● **To do**
Pick every line from the data that holds the word "graph".

Raw data Start Marker

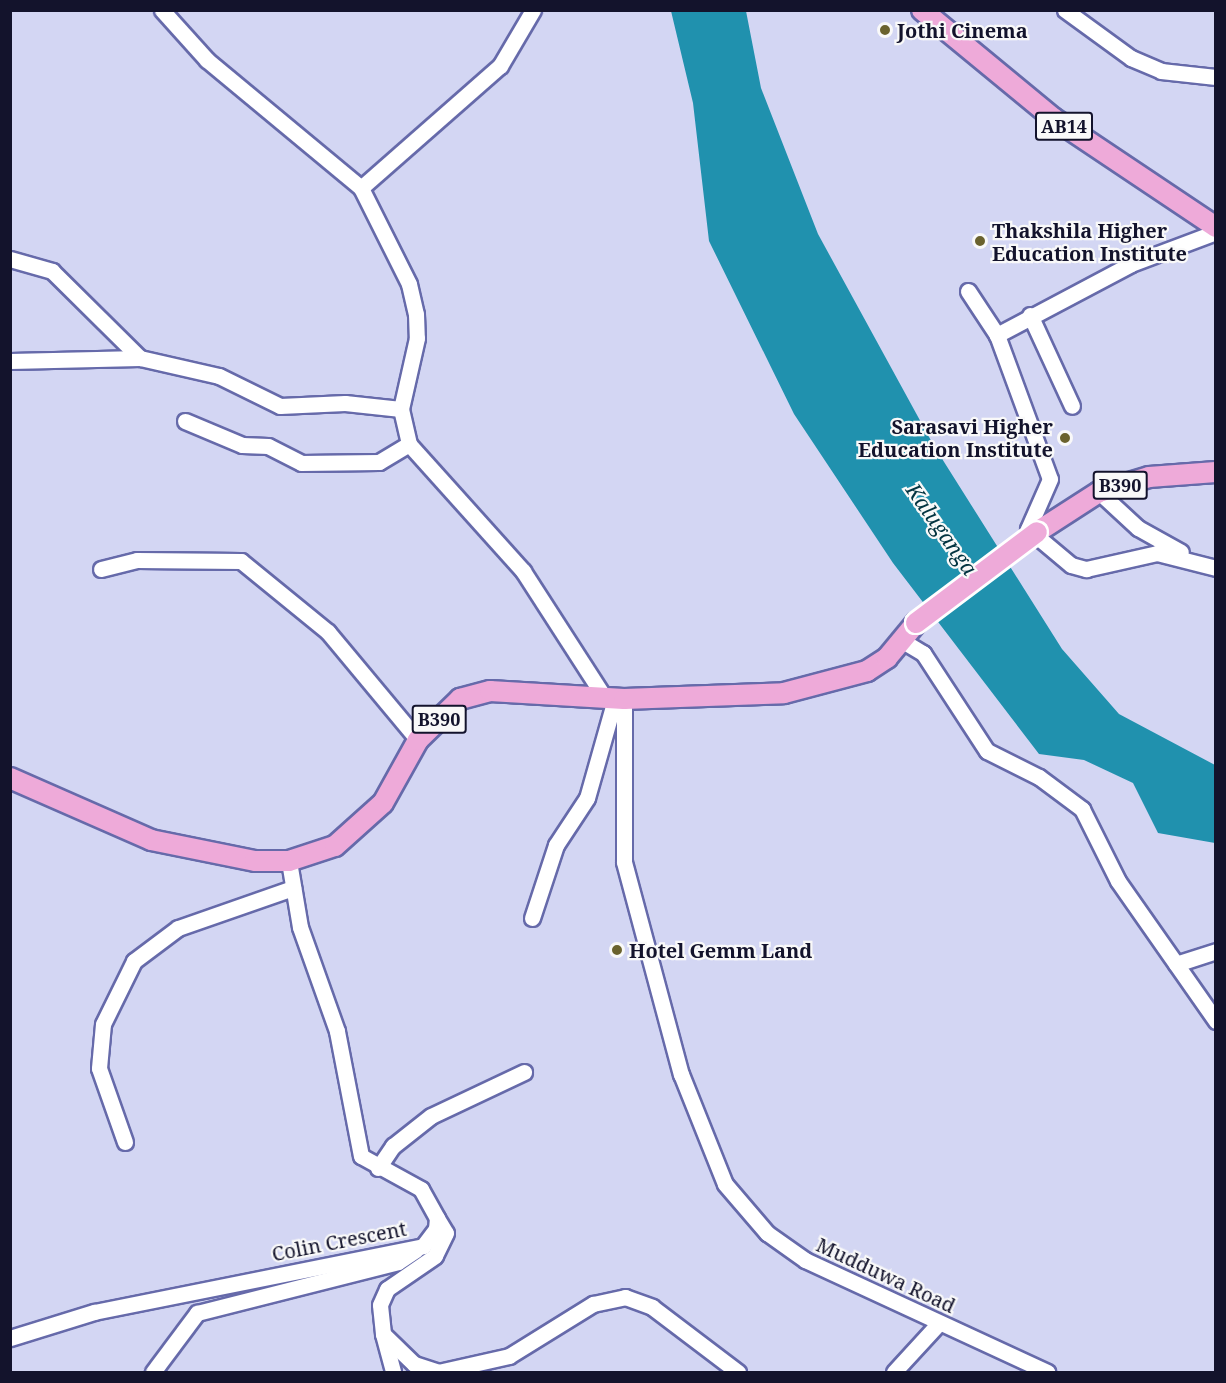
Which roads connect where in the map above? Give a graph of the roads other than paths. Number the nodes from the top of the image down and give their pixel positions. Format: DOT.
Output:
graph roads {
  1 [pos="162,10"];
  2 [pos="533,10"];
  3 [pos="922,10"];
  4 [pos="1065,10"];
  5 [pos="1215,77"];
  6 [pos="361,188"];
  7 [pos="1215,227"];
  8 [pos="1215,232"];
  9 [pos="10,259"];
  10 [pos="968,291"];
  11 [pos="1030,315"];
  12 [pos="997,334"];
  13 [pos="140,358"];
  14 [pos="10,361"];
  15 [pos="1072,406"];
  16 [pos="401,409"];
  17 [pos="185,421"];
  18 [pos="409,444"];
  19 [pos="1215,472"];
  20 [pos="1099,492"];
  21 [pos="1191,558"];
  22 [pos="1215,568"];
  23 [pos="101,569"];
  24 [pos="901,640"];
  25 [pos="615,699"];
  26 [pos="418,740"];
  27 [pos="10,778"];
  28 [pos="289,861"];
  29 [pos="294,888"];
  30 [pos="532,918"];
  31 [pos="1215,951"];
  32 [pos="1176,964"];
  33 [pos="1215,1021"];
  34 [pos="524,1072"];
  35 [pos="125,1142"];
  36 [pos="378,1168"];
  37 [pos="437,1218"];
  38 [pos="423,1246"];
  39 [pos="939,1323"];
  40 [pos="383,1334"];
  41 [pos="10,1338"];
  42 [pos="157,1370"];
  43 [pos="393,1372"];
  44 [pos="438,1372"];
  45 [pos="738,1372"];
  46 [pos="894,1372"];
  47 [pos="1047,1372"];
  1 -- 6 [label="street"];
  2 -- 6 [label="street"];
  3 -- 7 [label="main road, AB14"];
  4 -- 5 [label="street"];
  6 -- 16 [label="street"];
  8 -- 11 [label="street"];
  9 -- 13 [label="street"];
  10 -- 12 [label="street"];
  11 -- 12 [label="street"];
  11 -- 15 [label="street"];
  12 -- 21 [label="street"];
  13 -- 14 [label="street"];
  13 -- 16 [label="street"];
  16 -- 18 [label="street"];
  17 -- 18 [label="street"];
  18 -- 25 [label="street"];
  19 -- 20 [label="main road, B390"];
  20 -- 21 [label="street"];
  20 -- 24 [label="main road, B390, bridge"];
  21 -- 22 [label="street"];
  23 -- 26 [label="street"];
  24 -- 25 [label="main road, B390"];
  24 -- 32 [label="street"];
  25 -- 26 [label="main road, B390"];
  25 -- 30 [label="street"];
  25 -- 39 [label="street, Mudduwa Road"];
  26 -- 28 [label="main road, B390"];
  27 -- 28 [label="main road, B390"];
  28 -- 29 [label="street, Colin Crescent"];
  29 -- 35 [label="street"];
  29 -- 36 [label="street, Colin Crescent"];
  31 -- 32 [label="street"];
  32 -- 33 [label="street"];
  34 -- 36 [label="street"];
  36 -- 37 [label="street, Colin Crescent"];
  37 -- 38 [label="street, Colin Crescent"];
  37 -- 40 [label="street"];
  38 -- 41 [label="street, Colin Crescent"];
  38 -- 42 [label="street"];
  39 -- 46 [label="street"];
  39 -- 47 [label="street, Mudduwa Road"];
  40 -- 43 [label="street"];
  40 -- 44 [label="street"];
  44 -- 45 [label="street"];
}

Raw data End Marker

● **Output of the exercise**
Which roads connect where in the map above? Give a graph of the roads other than paths. Number the nodes from the top of the image down and give their pixel positions. Format: DOT.
graph roads {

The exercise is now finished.